27.2.14

IHAO on ... Paycheck



I recently talked about Minority Report, the abysmal adaption of Philip K. Dick's short story that's got the same name.  Recap in the linky.  Philip K. Dick has written many MANY stories that have become films.  I very much hope to some day own all of them, good or bad, just to have a full collection.  Some of them you probably have heard of, like Total Recall and Blade Runner.  Some you may have never heard a peep about like Screamers or Imposters.  I'm going to talk about one that has all the Total Recall-style sci fi we have come to love from Dick's stories, and then add in a healthy dose of John Woo action!

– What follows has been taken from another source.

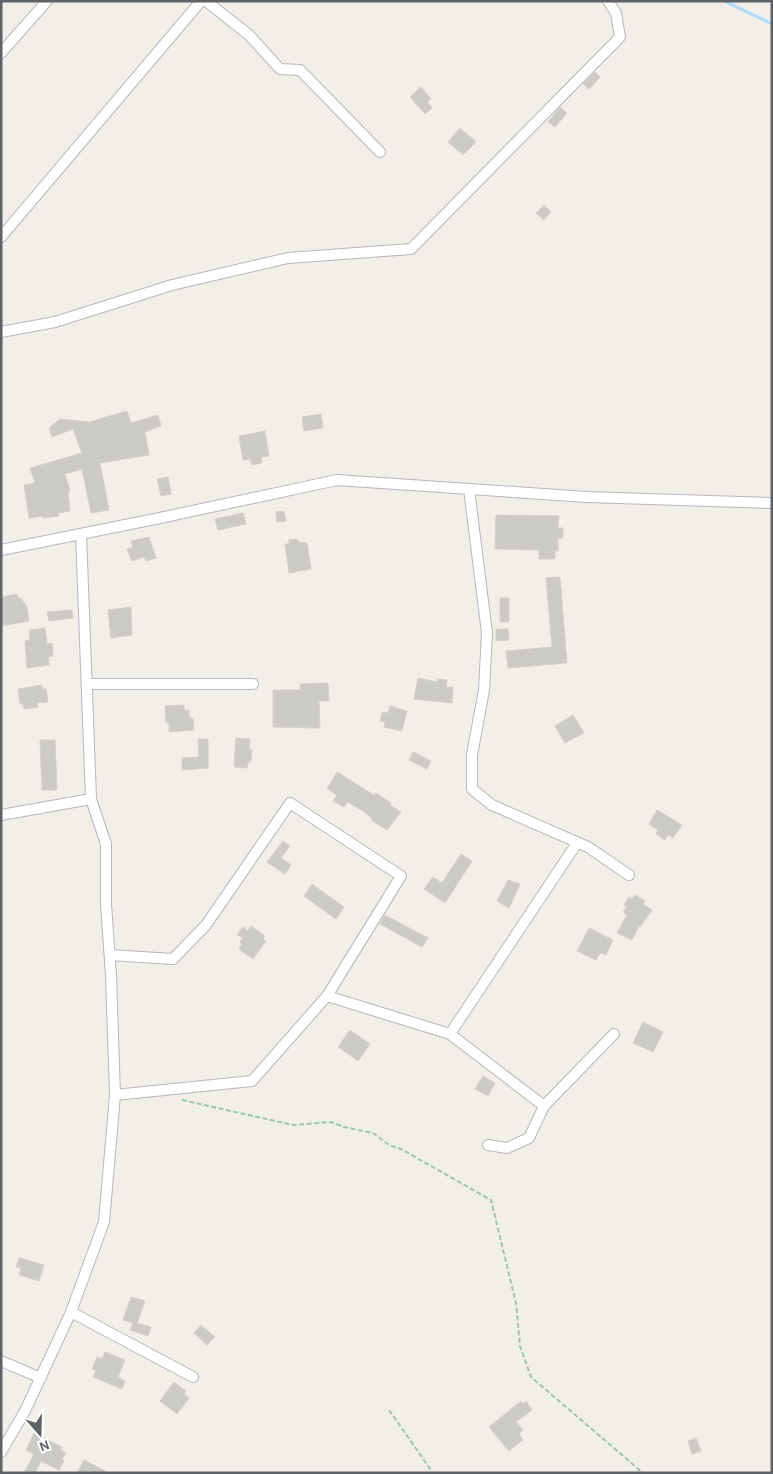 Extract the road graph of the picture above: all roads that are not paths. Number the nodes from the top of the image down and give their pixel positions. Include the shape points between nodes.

Paycheck stars soon to be Batman, Ben Affleck, as a man who is an engineer that makes his money by doing highly sensitive "backwards engineering" and then having his memory wiped.  Normally these jobs are a month or two.  But for this film, it is a few year stretch.  Upon waking up from that now memory-less few years, he finds that the items he left behind are no longer there, replaced with an assortment of random items he has never seen before.  And going to a bank, he finds that the huge payout he deserves was rejected ... by himself.  From here, it is a mystery action adventure as he tries to piece together what he figured out already but now no longer remembers.

The movie is fun, action packed, and have an amazingly cool world.  The trick to good sci-fi is not going too overboard.  Minority Report went crazy overboard on stupid sci-fi tricks.  But really, Paycheck COULD have been set in the 90s.  The technology is important, but not important to the setting, just the plot.  It makes the story much more accessible and interesting.  I really really enjoyed this.

Ben Affleck gets a bad rap, I think, or at least I think he has perceived as having one, but this year in particular I've found more and more films starring him to love.  Uma Thurman is also in this, and I actually really like her here, which is not normal, because other than the Adventures of Baron Munchausen and the coffin scene from Kill Bill Vol. 2, I find her at best neutral.  But she is very believable, which is incredibly necessary for this plot, and for the emotion of these characters.

I really cannot recommend this movie enough.  It has some silly moments of John Woo-ness, but the story is solid, the action is great, and the whole thing is crazy enjoyable.